**Input data**
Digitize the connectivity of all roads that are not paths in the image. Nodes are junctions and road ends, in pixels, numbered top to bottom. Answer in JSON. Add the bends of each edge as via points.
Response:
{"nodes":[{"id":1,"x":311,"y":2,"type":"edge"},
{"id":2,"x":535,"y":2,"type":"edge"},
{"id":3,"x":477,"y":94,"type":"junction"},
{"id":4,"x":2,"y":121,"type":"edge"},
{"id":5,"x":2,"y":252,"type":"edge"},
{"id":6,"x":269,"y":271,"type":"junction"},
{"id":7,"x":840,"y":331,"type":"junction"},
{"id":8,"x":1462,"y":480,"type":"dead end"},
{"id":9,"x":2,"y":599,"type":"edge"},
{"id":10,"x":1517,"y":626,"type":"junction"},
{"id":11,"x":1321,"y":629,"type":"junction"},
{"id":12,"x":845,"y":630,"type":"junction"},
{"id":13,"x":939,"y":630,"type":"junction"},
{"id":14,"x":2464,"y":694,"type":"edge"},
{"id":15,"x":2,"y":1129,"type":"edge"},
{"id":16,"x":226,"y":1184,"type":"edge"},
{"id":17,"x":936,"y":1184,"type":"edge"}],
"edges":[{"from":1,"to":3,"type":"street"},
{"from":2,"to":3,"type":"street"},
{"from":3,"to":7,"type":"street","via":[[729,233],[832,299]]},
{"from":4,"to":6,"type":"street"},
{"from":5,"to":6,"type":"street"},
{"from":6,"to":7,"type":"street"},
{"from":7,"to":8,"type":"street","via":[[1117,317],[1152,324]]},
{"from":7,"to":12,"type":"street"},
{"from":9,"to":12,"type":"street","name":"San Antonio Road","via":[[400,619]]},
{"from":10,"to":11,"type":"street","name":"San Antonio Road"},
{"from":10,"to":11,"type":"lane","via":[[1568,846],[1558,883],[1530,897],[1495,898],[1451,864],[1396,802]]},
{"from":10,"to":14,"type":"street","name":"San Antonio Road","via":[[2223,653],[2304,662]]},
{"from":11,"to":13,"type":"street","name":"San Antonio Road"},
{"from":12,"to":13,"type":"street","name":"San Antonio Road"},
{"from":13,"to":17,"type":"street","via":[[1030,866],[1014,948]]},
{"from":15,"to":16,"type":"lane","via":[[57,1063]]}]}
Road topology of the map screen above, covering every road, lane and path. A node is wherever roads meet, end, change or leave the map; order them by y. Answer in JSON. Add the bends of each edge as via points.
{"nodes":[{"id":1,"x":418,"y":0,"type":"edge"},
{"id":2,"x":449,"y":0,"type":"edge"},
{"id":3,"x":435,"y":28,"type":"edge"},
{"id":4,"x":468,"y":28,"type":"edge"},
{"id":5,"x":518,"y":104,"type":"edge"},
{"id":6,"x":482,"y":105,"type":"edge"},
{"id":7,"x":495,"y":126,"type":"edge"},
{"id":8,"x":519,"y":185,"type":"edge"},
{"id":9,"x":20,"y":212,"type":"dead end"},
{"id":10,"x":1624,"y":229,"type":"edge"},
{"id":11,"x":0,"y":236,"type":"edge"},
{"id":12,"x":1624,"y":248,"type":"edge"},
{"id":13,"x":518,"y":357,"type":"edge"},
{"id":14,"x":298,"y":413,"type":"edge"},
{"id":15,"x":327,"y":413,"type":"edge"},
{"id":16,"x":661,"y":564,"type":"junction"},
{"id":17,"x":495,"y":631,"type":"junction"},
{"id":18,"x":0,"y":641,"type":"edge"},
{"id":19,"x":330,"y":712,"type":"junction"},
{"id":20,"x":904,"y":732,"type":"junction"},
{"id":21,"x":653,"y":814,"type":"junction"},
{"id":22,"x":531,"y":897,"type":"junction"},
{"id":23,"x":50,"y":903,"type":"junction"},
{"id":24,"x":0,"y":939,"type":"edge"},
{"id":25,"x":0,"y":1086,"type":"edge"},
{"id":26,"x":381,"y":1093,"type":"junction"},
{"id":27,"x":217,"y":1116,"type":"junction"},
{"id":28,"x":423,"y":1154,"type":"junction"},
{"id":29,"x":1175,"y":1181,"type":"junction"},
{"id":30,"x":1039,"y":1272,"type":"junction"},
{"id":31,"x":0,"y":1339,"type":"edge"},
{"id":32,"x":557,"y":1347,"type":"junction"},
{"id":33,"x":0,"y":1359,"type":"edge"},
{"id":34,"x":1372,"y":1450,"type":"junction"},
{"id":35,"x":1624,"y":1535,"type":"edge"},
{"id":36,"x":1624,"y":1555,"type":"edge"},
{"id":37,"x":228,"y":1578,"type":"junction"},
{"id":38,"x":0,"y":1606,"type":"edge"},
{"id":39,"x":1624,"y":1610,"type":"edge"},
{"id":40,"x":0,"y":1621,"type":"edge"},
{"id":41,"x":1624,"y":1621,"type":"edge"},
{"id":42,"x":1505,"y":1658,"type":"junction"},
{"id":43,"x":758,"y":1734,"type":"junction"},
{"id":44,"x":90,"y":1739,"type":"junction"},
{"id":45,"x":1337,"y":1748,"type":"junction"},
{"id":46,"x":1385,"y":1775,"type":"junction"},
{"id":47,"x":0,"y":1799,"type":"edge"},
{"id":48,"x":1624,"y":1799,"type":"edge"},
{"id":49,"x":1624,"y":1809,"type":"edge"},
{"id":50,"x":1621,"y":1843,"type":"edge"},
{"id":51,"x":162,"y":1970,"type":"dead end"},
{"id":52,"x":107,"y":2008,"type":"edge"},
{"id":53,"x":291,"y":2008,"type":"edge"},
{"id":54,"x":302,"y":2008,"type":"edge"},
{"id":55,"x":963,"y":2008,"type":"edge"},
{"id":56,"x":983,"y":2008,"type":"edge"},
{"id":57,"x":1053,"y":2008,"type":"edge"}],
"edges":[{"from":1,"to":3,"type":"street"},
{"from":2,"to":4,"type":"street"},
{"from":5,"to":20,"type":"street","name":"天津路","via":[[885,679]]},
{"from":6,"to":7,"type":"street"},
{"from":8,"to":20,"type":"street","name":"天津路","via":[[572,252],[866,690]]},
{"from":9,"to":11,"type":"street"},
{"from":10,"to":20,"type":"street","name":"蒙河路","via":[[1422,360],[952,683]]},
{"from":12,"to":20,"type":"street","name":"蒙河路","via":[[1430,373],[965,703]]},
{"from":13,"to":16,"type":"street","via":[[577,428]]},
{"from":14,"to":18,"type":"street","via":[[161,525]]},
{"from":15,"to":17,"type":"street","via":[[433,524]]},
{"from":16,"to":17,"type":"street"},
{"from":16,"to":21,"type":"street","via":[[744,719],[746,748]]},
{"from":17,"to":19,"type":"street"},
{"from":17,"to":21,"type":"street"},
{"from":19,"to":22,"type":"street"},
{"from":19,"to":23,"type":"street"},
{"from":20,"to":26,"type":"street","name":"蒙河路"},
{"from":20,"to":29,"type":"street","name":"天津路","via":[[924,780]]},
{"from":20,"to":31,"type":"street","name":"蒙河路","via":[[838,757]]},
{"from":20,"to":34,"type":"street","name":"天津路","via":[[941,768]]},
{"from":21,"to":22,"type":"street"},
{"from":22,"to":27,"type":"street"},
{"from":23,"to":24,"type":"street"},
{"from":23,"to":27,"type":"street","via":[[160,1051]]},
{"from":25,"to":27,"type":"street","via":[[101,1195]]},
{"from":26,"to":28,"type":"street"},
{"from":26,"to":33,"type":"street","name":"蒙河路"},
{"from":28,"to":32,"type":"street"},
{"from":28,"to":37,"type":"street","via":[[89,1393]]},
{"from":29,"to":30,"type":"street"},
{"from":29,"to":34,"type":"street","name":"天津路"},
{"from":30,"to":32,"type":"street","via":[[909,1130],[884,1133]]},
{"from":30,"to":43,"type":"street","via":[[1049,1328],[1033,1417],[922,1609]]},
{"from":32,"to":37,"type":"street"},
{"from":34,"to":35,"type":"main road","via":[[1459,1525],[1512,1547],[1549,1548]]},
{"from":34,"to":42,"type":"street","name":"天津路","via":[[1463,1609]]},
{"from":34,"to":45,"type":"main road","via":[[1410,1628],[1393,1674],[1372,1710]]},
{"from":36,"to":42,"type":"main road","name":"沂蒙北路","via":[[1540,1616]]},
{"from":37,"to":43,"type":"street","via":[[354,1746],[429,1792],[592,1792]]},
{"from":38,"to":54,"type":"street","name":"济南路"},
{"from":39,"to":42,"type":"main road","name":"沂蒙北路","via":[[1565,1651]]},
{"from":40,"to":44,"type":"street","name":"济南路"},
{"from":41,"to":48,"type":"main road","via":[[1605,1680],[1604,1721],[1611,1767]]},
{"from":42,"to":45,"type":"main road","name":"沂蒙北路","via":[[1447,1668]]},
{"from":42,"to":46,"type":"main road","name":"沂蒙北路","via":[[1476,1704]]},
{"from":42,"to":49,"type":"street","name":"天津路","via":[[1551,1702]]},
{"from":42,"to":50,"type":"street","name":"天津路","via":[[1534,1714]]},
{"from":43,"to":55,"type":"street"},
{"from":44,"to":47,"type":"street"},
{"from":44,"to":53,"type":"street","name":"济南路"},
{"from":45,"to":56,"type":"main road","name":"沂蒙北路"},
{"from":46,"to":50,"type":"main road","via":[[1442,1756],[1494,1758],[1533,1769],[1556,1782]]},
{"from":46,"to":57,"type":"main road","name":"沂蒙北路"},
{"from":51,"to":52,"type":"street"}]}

**Task brief**
Only the number is needed: count the lines of the material that include "lane".

**Answer to the problem**
3